Activity
Tell how many lines in the data contain the string "Santhe", using a single number as the whole reply.

*** Excerpted records

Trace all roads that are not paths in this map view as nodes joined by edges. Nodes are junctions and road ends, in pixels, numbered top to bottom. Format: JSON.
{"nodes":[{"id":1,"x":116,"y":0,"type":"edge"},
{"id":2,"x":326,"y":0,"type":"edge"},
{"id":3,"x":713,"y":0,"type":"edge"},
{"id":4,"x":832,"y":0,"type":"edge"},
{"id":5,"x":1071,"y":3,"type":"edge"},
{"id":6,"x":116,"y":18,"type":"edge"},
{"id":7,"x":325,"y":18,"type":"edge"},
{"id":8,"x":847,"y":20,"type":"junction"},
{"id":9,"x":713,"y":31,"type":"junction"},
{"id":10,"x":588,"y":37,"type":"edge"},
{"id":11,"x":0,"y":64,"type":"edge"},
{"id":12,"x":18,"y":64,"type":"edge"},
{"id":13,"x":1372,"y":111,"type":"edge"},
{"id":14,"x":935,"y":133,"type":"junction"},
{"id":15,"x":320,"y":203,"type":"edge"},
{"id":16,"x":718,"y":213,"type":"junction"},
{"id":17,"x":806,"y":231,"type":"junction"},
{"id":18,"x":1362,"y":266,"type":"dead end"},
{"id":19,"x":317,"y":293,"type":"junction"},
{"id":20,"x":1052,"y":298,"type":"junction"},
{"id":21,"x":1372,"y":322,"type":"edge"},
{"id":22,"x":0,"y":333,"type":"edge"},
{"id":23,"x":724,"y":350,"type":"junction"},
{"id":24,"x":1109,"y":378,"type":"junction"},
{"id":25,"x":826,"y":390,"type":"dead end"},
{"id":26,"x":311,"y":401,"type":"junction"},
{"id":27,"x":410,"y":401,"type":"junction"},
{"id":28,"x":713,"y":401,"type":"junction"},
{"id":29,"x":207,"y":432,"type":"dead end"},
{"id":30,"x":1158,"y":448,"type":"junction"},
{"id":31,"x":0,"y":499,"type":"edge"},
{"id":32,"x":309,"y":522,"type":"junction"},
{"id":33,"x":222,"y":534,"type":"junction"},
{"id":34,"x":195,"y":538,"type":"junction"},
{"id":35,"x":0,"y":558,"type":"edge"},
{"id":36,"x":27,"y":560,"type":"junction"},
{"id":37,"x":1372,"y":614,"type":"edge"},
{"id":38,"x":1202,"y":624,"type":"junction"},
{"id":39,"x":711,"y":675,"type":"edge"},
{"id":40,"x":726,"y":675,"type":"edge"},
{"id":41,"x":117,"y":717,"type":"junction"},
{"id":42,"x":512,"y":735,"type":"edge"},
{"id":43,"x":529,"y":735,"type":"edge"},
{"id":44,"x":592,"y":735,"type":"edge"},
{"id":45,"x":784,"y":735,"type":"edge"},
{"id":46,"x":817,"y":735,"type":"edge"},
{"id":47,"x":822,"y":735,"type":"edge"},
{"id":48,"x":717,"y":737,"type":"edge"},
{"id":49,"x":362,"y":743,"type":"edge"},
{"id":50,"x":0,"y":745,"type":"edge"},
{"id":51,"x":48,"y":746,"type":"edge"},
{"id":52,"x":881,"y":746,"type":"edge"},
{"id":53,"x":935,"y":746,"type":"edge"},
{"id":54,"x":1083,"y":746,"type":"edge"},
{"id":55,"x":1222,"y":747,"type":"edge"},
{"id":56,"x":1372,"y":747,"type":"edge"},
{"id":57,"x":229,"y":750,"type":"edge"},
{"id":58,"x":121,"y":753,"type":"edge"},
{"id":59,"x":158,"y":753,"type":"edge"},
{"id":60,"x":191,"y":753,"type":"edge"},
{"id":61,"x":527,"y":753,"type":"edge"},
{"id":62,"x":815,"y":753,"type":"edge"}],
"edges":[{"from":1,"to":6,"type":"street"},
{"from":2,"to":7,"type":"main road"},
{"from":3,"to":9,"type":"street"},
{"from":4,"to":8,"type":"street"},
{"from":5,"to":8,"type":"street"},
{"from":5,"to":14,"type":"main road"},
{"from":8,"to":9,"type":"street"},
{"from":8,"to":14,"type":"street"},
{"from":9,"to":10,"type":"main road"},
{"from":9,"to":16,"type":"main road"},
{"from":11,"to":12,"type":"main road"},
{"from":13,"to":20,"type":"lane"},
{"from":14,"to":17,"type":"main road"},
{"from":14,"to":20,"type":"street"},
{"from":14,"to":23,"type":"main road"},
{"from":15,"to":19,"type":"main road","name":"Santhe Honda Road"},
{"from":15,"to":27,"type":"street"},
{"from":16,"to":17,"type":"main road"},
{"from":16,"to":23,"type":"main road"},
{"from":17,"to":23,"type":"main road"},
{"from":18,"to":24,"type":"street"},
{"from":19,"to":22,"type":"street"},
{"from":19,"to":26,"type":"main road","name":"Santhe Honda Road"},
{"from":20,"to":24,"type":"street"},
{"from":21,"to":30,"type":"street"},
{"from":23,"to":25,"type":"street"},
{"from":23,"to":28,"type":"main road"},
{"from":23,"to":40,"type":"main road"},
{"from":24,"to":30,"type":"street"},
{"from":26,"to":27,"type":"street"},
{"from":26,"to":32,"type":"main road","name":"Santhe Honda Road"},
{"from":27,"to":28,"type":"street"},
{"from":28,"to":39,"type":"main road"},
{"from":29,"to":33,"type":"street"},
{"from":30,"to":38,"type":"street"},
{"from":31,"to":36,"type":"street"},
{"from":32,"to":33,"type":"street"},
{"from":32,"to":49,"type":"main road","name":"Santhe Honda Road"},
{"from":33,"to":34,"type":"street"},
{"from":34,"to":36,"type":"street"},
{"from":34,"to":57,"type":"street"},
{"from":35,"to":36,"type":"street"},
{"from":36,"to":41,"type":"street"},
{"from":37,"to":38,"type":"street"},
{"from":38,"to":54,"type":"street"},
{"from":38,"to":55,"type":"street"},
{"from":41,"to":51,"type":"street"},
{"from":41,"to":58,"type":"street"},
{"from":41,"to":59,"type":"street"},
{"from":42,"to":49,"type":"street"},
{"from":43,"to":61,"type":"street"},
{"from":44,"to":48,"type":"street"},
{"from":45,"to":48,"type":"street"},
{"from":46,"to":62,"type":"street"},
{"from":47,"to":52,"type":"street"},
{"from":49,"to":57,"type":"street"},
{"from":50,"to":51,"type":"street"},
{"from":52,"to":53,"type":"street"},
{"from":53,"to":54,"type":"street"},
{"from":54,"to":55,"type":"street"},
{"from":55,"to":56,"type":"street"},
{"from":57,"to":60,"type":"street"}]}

******

Result
4